When It Comes to Disarming Hussein, Even the Hawks Are Split

One line of division over the prospect of war with Iraq was vividly displayed on the streets of America and Europe nine days ago: the chasm between those who support the use of force against Saddam Hussein and those who marched to oppose it.

But another critical division has emerged over the war. This one is between two distinct groups of those supporting force. On one side are those who consider international cooperation the key to confronting new threats to global security. On the other are those who see Iraq as the opportunity to prove that the surest way to a safer world is for America to lead through assertive action, even if that increases friction with allies in the near term.

Over time, this argument over how to make war against Iraq may have more lasting implications than the debate over whether to invade. The odds are high that President Bush will make the question of whether to use force moot sometime in the next few weeks by ordering an attack. But the dispute over how to pursue war will have implications for years. It will color America's relations with its traditional allies in Europe long after the shooting stops in Baghdad. And it is likely to emerge as the central foreign policy debate in the 2004 presidential election.
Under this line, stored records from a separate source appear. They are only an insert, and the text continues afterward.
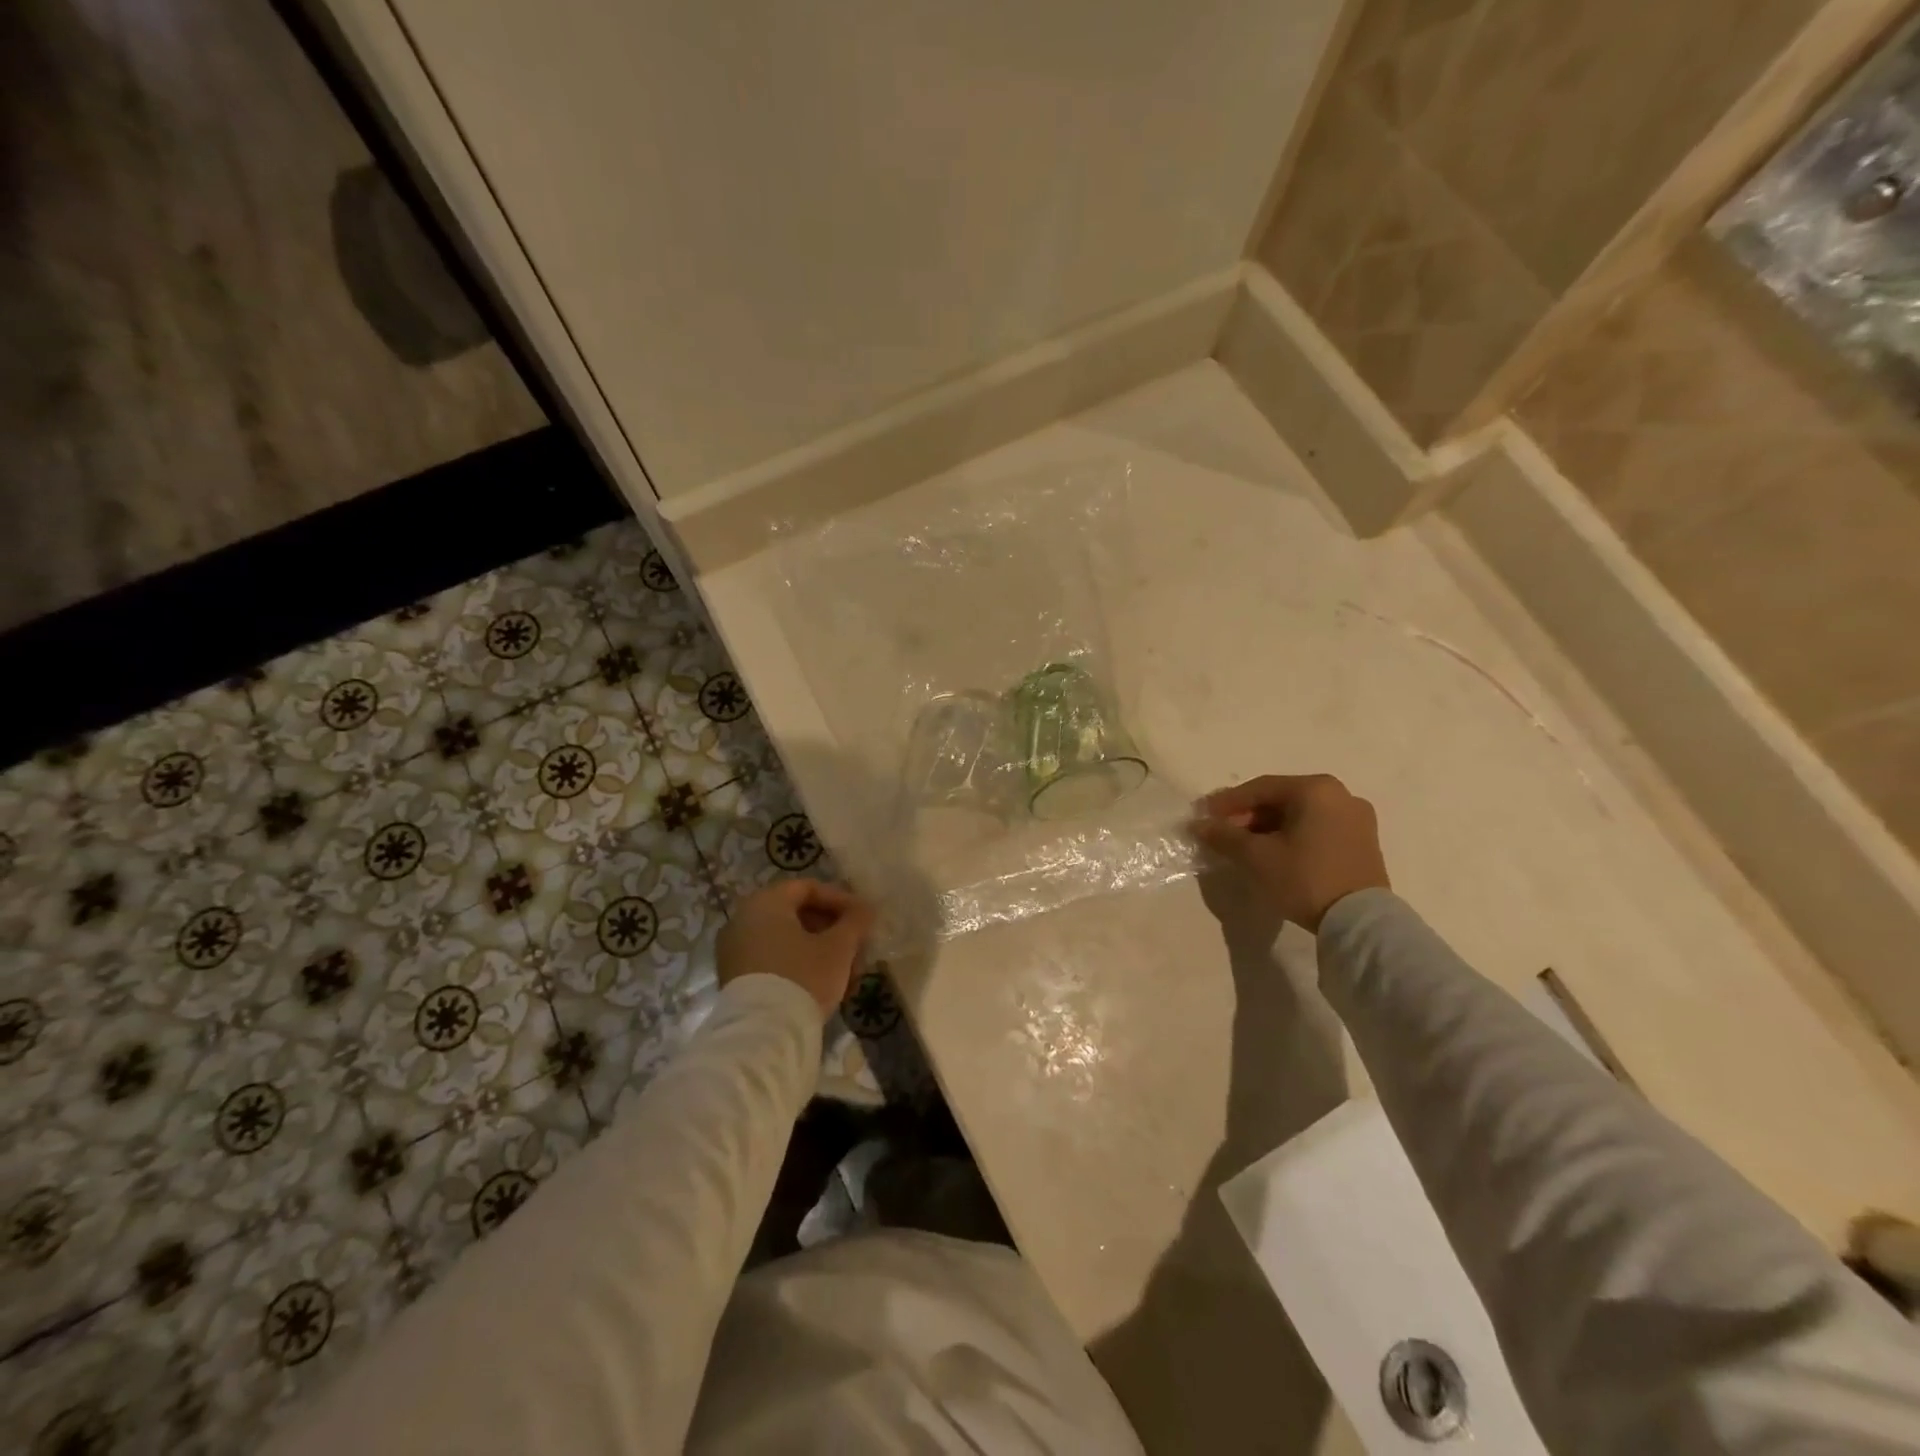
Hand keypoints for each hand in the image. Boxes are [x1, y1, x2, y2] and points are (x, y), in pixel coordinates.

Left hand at [716, 880, 876, 1017]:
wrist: (762, 1036)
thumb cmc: (803, 977)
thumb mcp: (839, 947)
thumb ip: (855, 922)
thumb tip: (866, 909)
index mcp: (765, 903)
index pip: (808, 888)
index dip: (841, 900)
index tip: (863, 920)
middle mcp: (743, 920)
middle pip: (798, 917)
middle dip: (834, 934)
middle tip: (858, 953)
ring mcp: (734, 952)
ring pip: (788, 943)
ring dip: (821, 954)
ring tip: (847, 979)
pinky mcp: (735, 981)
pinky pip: (773, 962)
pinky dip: (800, 968)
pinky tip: (824, 990)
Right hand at [1191, 774, 1389, 932]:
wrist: (1359, 922)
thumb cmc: (1305, 878)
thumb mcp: (1256, 856)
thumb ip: (1225, 836)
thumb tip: (1199, 825)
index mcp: (1316, 789)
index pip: (1261, 788)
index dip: (1228, 802)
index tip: (1204, 815)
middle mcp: (1340, 795)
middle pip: (1282, 799)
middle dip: (1248, 815)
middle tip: (1222, 832)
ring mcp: (1356, 819)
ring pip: (1300, 815)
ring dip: (1268, 827)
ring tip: (1244, 846)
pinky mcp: (1362, 843)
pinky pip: (1317, 828)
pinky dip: (1292, 836)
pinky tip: (1273, 853)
These contending views are expressed in the purest form by two sets of foreign policy analysts. The go-it-alone case is made most aggressively by neo-conservative thinkers inside and outside of the Bush administration, such as Republican strategist William Kristol and Deputy Defense Secretary Paul D. Wolfowitz. Bush doesn't accept all their arguments, but his approach to Iraq, and the world more broadly, bears their clear imprint.

The bring-others-along argument is expressed most passionately by a group that writer Harold Meyerson, in American Prospect magazine, recently dubbed "tough doves" -- center-left Democrats such as Sen. John F. Kerry of Massachusetts and retired Gen. Wesley K. Clark, the former NATO supreme allied commander. The dwindling band of Republican foreign policy moderates, such as Sen. Charles Hagel of Nebraska, holds similar views. The unquestioned international leader of this camp is British Prime Minister Tony Blair.

Both sides agree Hussein must be disarmed. Both are willing to use force to do so. But the two camps are seeking to establish in Iraq very different precedents for how the world deals with new threats in the age of global terrorism.